- Opening Delimiter -

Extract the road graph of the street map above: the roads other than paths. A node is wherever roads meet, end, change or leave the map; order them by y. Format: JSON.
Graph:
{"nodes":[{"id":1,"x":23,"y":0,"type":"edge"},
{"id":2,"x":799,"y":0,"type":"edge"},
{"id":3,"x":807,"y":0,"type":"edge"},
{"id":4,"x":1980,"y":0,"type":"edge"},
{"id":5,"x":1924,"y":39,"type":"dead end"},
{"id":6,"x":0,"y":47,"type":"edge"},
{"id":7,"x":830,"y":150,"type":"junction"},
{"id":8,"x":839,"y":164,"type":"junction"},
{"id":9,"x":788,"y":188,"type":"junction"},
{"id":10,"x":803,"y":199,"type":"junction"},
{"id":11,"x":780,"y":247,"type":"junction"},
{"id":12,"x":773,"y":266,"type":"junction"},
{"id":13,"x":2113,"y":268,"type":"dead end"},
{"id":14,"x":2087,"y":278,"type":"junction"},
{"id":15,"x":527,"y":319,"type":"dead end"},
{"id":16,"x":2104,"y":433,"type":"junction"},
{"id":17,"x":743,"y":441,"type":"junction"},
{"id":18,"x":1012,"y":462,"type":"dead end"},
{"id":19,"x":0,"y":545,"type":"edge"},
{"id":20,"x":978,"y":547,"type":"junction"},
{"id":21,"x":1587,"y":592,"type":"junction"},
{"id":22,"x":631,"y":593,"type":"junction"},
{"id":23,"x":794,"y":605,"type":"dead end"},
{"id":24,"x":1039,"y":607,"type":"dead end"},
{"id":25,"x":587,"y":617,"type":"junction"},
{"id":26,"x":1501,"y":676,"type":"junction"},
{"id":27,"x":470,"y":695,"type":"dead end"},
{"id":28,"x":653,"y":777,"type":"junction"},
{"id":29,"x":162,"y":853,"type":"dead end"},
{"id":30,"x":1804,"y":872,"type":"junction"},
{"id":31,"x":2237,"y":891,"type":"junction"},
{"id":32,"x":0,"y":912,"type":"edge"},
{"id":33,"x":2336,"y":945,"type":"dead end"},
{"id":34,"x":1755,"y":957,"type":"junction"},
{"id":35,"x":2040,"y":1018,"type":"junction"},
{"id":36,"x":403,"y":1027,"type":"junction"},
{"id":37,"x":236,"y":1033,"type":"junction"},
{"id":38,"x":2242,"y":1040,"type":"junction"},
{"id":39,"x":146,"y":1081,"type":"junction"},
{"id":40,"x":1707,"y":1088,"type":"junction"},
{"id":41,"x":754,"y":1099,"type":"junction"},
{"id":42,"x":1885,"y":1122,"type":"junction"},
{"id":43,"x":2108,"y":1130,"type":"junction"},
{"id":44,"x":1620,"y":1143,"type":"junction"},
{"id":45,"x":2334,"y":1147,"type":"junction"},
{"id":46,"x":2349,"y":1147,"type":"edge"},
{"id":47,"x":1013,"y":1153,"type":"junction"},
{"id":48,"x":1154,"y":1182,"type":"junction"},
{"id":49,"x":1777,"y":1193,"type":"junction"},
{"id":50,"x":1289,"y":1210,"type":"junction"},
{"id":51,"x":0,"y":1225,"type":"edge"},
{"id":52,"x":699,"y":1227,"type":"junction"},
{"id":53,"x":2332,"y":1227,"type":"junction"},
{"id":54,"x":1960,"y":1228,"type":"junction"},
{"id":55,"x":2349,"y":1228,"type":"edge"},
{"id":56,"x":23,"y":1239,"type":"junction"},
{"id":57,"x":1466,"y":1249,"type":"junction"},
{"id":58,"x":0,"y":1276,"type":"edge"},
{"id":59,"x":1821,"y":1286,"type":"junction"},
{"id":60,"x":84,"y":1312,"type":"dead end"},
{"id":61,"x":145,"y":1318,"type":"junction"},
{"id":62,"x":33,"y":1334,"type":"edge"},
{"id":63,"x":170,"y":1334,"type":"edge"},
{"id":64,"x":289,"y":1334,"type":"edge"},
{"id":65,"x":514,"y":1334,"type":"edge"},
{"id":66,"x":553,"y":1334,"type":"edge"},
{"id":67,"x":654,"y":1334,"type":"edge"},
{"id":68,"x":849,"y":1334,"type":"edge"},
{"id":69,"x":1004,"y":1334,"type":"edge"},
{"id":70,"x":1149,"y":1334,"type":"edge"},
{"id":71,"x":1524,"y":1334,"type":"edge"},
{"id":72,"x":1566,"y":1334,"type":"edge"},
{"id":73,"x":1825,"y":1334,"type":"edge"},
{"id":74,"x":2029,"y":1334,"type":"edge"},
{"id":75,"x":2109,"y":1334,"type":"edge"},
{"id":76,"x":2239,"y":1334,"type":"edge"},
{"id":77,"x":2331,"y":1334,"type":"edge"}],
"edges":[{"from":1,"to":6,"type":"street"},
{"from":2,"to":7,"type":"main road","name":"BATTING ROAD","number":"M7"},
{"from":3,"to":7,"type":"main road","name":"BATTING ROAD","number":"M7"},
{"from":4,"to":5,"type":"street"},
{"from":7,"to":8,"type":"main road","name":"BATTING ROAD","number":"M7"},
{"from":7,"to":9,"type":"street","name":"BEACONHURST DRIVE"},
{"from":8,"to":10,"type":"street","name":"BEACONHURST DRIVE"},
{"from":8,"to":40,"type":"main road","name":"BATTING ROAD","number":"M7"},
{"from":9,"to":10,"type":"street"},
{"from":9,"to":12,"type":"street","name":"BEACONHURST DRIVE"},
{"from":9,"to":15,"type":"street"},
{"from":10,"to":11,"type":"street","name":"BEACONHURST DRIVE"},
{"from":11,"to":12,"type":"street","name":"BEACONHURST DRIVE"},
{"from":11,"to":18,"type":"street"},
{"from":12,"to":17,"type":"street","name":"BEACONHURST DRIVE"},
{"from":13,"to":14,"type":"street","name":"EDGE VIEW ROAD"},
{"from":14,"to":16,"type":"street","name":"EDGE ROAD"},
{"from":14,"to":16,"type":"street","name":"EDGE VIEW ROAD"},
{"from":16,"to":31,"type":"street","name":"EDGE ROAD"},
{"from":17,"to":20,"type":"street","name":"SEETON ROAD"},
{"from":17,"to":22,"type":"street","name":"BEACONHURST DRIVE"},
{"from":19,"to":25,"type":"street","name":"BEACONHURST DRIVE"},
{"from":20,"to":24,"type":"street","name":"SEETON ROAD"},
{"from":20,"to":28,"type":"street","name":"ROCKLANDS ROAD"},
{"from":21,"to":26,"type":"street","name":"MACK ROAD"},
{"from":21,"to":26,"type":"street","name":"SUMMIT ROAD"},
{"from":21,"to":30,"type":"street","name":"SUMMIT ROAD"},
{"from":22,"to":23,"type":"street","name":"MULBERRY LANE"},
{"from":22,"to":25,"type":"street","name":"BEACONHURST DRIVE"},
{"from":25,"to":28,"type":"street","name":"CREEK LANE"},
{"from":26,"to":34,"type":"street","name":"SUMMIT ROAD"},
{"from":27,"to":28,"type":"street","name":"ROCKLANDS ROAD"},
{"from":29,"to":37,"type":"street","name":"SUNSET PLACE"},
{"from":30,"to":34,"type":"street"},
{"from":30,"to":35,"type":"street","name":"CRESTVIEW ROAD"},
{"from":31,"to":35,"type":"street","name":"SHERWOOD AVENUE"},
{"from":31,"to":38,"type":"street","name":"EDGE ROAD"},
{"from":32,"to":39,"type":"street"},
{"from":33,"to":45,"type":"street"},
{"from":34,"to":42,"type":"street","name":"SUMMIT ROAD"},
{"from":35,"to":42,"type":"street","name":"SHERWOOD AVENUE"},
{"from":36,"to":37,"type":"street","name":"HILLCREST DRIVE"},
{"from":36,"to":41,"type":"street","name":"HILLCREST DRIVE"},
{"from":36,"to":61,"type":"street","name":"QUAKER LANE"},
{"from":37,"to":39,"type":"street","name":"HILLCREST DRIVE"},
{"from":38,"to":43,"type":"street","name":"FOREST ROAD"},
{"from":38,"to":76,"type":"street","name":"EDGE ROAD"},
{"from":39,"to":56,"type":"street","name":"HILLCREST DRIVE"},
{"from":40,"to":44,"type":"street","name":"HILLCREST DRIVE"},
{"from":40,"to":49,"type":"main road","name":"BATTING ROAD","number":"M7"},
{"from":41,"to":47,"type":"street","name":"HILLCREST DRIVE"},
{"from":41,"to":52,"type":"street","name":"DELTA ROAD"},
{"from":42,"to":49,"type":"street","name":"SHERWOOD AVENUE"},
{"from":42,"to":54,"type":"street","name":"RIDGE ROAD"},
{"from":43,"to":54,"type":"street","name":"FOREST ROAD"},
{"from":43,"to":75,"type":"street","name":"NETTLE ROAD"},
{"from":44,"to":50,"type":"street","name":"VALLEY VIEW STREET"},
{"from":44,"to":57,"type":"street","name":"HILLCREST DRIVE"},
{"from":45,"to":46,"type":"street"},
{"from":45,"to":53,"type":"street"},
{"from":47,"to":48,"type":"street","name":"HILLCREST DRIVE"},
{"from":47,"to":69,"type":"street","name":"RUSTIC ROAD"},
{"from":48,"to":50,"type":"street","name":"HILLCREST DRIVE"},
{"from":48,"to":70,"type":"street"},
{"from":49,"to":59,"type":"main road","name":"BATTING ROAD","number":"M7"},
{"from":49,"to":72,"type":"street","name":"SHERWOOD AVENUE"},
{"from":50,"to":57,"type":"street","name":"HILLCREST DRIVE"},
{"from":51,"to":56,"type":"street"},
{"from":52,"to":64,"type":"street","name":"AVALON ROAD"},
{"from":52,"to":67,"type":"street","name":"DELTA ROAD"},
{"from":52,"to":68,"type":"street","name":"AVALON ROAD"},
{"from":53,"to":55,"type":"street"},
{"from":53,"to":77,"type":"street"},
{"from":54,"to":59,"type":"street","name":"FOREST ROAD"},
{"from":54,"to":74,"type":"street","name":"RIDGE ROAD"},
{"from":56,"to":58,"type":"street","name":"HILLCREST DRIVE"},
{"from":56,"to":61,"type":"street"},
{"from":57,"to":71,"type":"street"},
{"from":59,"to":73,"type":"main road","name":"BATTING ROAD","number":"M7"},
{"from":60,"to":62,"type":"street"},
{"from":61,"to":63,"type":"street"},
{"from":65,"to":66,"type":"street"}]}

- Closing Delimiter -

◆ Task to complete
Search the data above for the string "AVENUE". Report every line where it is found.

◆ Finished task
{"from":31,"to":35,"type":"street","name":"SHERWOOD AVENUE"},
{"from":35,"to":42,"type":"street","name":"SHERWOOD AVENUE"},
{"from":42,"to":49,"type":"street","name":"SHERWOOD AVENUE"},
{"from":49,"to":72,"type":"street","name":"SHERWOOD AVENUE"},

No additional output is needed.